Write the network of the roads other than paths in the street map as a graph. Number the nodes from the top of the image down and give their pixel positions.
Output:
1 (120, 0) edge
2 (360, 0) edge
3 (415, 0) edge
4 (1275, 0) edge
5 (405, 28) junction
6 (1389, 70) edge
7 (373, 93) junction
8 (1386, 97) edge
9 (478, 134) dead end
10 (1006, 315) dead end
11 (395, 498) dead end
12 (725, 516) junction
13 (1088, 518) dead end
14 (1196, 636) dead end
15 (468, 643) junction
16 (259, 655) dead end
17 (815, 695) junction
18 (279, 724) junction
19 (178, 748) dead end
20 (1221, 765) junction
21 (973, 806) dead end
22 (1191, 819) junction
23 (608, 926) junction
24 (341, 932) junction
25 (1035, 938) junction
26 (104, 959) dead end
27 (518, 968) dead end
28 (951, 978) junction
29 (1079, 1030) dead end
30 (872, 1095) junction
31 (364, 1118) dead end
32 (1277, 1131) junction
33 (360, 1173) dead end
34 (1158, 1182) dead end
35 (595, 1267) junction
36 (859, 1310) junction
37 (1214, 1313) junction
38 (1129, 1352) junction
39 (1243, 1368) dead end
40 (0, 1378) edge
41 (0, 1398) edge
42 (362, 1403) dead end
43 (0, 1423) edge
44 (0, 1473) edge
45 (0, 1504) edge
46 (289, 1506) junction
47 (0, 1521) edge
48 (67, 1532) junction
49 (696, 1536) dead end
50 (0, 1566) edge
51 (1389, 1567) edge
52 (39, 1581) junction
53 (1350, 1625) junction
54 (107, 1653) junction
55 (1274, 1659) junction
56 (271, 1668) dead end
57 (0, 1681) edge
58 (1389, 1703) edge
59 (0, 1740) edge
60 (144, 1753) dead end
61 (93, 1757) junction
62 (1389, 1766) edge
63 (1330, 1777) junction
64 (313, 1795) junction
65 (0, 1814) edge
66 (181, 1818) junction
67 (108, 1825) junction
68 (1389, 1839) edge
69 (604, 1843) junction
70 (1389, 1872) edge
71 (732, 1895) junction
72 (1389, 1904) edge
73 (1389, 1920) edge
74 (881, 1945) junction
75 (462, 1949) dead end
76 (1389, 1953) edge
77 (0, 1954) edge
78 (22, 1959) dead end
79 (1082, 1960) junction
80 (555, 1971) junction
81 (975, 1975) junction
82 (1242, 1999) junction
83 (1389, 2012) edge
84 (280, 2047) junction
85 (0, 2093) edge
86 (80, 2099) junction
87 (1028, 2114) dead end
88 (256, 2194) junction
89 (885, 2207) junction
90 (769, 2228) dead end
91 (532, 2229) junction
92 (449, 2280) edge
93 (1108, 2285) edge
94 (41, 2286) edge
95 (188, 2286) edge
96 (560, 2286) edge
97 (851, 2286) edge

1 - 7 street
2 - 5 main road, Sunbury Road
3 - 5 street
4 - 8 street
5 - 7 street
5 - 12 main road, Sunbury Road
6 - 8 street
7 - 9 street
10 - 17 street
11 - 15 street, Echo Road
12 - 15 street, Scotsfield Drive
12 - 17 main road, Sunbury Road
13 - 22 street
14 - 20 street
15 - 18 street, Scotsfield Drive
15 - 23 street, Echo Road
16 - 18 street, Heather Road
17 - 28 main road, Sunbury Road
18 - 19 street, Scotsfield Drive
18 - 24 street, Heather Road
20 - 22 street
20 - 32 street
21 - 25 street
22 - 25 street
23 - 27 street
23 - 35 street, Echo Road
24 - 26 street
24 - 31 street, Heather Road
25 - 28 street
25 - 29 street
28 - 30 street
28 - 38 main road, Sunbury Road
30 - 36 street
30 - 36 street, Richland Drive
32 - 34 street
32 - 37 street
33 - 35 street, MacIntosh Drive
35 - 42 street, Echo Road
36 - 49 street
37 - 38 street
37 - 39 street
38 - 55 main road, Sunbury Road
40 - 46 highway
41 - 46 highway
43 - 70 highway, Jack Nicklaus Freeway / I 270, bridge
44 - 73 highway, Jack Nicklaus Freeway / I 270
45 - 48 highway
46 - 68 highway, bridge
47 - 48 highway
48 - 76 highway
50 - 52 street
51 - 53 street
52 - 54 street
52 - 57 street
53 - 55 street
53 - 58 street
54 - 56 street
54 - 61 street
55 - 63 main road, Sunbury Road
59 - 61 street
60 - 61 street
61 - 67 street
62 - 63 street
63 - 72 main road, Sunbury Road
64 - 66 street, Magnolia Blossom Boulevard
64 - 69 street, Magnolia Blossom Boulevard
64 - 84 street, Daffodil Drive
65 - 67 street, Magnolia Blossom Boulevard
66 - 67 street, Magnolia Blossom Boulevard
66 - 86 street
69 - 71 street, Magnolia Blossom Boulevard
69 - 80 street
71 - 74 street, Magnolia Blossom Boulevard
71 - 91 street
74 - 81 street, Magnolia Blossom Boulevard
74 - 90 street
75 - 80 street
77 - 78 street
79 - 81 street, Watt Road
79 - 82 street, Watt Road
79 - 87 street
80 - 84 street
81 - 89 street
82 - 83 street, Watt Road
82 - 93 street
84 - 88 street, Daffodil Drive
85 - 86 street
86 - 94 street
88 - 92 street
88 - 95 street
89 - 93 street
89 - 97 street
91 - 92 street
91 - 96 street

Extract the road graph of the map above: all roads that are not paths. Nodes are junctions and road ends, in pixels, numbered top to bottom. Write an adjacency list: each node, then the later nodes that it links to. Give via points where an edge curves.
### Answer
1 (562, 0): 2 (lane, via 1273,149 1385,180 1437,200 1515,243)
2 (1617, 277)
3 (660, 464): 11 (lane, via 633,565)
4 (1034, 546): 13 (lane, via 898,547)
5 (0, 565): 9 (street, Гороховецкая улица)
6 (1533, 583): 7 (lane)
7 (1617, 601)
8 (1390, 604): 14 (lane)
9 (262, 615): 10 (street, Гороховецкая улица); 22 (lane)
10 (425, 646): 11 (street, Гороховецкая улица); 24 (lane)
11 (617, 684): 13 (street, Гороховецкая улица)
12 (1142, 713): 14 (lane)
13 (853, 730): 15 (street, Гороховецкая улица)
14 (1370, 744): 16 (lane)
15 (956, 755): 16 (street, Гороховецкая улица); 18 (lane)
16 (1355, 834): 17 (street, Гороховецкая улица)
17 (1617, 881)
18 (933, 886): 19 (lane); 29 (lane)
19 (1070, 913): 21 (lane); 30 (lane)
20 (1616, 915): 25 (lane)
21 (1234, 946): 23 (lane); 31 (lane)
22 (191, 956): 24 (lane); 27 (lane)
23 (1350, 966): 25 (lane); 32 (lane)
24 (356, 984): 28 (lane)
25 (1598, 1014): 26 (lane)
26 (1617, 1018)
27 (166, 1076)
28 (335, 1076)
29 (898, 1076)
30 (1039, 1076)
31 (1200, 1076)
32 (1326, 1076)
○ ○ ○ ○
From the records above, copy each line in which the string "Heather" occurs.

→ REPLY:
16 - 18 street, Heather Road
18 - 24 street, Heather Road
24 - 31 street, Heather Road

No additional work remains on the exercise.